Hay una escena de una obra de Shakespeare que siempre me hace sentir mariposas en el estómago. Gloucester, un anciano ciego, solo y desesperado, quiere quitarse la vida. Edgar, su hijo, se encuentra con él, pero va disfrazado. Lo lleva a un lugar a nivel del suelo, pero lo persuade de que están parados al borde de un alto acantilado. “Qué mareo es lanzar la mirada tan bajo”, dice, y luego conjura, usando palabras que hacen sentir mareado a su padre, la sensación exacta de mirar hacia abajo desde una gran altura. Gloucester convencido de que está en el borde de un acantilado, despide a Edgar y salta. De hecho, solo cae al suelo. Edgar interpreta a otro personaje en la playa que lo encuentra ileso después de su “caída de cabeza”. “Tu vida es un milagro”, le dice a su padre, quien pronto se convierte de nuevo a la esperanza de la vida y responde: “de ahora en adelante soportaré la aflicción hasta que grite por sí misma ‘¡basta, basta!’ y muera”. Había aprendido, a través de un engaño amoroso, a abrazar su propia ansiedad.

Kierkegaard define la ansiedad, de la cual ningún ser humano está exento, como nuestro sentimiento inquietante de libertad ante la “posibilidad de la posibilidad”. De manera diferente, pero también se imagina parado en el borde de un acantilado o un edificio alto. Al mirar hacia abajo, sentimos náuseas ante la idea de caer y también sentimos un impulso aterrador de saltar. Debemos elegir entre posibilidades terribles. Al igual que Shakespeare, Kierkegaard llama a esto “mareo”: el “mareo de la libertad”.

El nacimiento y la muerte están estrechamente relacionadas y nos asustan por igual. El trauma del nacimiento crea la ansiedad por la muerte. Atrapados por el miedo, buscamos algo, en cualquier lugar, en lo que podamos poner nuestras esperanzas, a menudo poniéndonos en un peligro mayor, al crear falsas esperanzas en falsos mesías. Nuestro mareo y sentido de desubicación se salen de control.

La ansiedad es como una energía que se acumula en el inconsciente. Sin embargo, “no hay nada oculto que no vaya a ser conocido”. La liberación de la ansiedad y del miedo implica metanoia, la expansión de la conciencia, desde la inconsciencia hasta la o trascendencia del yo. Esto significa pasar de ser controlados por fuerzas desconocidas, con las que nos obsesionamos ignorando lo que son, a un lugar de libertad donde hemos eliminado el bloque de autoconsciencia y vemos lo que es real y lo que no lo es.

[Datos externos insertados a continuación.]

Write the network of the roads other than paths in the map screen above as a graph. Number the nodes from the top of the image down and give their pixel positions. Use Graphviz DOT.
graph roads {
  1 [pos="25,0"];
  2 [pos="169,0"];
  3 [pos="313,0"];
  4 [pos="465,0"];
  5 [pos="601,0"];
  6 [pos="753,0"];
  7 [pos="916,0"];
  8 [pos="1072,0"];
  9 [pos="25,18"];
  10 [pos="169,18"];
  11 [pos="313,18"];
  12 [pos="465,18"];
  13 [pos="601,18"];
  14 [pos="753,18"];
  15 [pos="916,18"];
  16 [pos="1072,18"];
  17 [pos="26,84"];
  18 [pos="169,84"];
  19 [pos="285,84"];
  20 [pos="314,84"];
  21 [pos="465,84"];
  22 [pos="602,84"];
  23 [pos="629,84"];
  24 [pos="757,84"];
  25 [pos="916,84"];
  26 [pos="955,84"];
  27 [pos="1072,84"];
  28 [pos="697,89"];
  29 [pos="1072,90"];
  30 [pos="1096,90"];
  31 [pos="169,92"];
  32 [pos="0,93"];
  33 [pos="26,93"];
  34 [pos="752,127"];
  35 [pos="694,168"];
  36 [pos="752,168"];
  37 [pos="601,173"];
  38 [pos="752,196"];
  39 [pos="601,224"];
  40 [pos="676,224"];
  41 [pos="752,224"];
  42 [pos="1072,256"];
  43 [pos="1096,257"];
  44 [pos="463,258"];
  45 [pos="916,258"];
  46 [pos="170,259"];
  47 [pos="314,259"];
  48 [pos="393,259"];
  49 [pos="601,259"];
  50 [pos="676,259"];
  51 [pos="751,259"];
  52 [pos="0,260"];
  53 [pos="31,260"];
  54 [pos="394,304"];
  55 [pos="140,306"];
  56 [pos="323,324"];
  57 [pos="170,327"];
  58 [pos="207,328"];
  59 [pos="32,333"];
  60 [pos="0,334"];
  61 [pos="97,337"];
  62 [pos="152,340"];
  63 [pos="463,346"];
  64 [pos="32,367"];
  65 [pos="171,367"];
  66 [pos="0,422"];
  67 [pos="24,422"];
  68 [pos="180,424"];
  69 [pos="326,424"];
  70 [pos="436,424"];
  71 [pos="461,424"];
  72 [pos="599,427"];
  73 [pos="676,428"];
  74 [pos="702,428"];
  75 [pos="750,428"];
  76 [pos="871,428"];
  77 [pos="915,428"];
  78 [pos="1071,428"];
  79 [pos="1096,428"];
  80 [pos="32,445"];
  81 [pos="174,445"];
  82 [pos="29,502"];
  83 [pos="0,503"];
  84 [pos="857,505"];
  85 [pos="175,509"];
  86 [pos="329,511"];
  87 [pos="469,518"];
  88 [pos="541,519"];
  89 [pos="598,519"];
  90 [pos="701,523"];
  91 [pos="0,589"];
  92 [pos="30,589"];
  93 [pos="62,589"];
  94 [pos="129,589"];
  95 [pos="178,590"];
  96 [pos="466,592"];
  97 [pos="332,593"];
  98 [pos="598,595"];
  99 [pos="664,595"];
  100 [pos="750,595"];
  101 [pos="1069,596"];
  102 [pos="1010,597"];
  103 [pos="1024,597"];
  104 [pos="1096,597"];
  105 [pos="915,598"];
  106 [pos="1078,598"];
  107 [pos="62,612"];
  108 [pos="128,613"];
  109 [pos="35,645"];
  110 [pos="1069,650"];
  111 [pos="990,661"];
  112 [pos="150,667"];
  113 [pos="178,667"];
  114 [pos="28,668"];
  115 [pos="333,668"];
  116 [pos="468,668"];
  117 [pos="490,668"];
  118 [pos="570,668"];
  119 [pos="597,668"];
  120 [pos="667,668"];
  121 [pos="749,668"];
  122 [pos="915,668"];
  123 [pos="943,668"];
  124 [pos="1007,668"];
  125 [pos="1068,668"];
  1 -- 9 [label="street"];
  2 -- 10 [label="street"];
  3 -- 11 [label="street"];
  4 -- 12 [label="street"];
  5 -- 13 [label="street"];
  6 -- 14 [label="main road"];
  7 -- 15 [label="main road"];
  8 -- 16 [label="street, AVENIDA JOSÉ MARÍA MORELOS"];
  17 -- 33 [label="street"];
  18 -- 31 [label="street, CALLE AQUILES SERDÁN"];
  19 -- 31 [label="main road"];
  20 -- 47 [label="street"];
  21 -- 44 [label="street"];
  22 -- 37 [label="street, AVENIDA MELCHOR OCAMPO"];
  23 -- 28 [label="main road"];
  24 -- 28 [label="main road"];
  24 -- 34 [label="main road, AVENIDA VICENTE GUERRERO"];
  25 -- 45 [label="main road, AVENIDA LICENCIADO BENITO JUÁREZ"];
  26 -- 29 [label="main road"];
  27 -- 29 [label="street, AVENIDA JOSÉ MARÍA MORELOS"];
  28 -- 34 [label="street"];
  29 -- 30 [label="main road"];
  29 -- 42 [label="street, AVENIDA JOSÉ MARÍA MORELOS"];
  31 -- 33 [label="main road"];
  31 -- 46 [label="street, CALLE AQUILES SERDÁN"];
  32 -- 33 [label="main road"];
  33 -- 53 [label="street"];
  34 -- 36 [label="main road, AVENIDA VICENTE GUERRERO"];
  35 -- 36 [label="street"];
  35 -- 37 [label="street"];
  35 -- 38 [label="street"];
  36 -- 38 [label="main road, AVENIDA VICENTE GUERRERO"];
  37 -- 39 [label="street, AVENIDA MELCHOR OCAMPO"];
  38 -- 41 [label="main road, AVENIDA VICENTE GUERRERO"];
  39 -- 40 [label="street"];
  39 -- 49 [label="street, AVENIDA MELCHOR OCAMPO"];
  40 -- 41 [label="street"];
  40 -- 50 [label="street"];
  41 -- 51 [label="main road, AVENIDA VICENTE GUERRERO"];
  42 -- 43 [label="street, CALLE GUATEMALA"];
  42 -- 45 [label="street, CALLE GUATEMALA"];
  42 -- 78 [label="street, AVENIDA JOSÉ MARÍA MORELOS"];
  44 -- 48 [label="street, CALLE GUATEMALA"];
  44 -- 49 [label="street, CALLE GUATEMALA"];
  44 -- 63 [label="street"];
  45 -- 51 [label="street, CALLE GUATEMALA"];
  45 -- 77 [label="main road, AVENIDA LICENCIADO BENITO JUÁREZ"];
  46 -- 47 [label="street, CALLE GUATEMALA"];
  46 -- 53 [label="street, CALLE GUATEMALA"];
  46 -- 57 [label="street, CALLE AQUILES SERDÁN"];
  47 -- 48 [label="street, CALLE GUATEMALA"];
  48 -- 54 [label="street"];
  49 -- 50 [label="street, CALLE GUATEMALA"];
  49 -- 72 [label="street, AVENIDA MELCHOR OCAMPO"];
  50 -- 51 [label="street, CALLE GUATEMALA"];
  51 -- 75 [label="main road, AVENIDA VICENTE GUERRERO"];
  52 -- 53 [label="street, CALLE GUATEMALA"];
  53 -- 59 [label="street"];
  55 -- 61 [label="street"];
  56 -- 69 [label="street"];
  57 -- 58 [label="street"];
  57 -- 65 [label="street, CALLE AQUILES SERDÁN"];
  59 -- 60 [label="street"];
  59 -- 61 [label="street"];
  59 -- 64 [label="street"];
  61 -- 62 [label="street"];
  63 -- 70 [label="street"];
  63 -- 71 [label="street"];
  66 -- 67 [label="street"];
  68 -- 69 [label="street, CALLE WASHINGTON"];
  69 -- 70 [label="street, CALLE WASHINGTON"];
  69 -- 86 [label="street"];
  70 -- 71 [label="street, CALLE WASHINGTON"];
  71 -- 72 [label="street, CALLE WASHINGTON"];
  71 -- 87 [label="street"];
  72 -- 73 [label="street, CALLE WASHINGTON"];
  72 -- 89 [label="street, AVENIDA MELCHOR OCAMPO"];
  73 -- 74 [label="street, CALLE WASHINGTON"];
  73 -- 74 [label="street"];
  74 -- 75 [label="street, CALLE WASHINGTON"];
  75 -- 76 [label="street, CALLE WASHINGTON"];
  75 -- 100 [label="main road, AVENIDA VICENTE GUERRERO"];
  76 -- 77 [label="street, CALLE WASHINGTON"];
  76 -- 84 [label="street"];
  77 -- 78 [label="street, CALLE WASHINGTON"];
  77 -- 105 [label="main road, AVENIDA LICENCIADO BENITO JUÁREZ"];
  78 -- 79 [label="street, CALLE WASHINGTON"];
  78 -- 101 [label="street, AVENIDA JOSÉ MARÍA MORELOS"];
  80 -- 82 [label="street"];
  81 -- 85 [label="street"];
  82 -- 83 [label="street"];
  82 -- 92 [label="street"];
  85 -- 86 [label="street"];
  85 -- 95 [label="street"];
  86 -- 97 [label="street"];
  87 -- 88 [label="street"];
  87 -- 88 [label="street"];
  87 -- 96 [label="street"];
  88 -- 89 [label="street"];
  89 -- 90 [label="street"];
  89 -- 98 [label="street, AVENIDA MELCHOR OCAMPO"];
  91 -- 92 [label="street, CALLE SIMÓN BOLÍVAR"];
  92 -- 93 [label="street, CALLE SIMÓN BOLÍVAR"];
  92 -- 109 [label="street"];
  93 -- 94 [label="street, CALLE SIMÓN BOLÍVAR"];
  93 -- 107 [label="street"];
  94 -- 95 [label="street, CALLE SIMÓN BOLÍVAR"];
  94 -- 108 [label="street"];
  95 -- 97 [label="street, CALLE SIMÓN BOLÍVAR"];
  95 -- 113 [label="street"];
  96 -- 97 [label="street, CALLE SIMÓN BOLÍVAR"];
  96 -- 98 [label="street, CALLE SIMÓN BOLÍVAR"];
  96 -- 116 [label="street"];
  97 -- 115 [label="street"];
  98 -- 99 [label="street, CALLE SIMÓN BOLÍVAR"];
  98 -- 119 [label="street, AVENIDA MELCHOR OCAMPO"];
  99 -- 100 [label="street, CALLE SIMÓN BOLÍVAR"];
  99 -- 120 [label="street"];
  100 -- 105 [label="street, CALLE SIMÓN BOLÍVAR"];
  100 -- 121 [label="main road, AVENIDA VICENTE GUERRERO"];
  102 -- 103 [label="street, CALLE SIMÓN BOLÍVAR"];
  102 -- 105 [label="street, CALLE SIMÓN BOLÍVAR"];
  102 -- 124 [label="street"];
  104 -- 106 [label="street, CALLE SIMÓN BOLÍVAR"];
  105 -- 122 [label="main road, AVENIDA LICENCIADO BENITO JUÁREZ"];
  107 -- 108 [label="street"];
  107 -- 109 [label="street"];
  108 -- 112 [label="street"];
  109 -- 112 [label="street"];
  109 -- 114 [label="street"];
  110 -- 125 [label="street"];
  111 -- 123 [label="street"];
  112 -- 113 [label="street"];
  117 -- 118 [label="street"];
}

Sentimos vagamente la ansiedad sin poder identificar ninguna causa de miedo. Si crece fuera de control, se apodera de nuestra vida. La vemos avanzar en nuestras mentes como una marea entrante que no podemos detener. No podemos derrotarla ni escapar de ella, por lo que debemos aceptarla. Este es un proceso de vida. En algunos momentos podemos tener grandes batallas con nuestra ansiedad. En otros son pequeñas escaramuzas. Poco a poco, sin embargo, aprendemos a enfrentarla y abrazarla, y luego a dar la bienvenida a las energías liberadas y transformadas que fluyen hacia nosotros. Nos fortalecen para la vida con una libertad y vitalidad inesperadas.

Abrazar la ansiedad es el trabajo de la contemplación. Al aceptarla, encontramos, en lugar del vaivén del miedo y la esperanza, una paz más allá del entendimiento, nacida de la confianza simple y pura en el fundamento de nuestro ser.

Reconoceremos todo esto nuevamente en la Semana Santa. La Pasión de Cristo nos enseñará a caer o incluso a saltar si es necesario, pero, de cualquier manera, a confiar.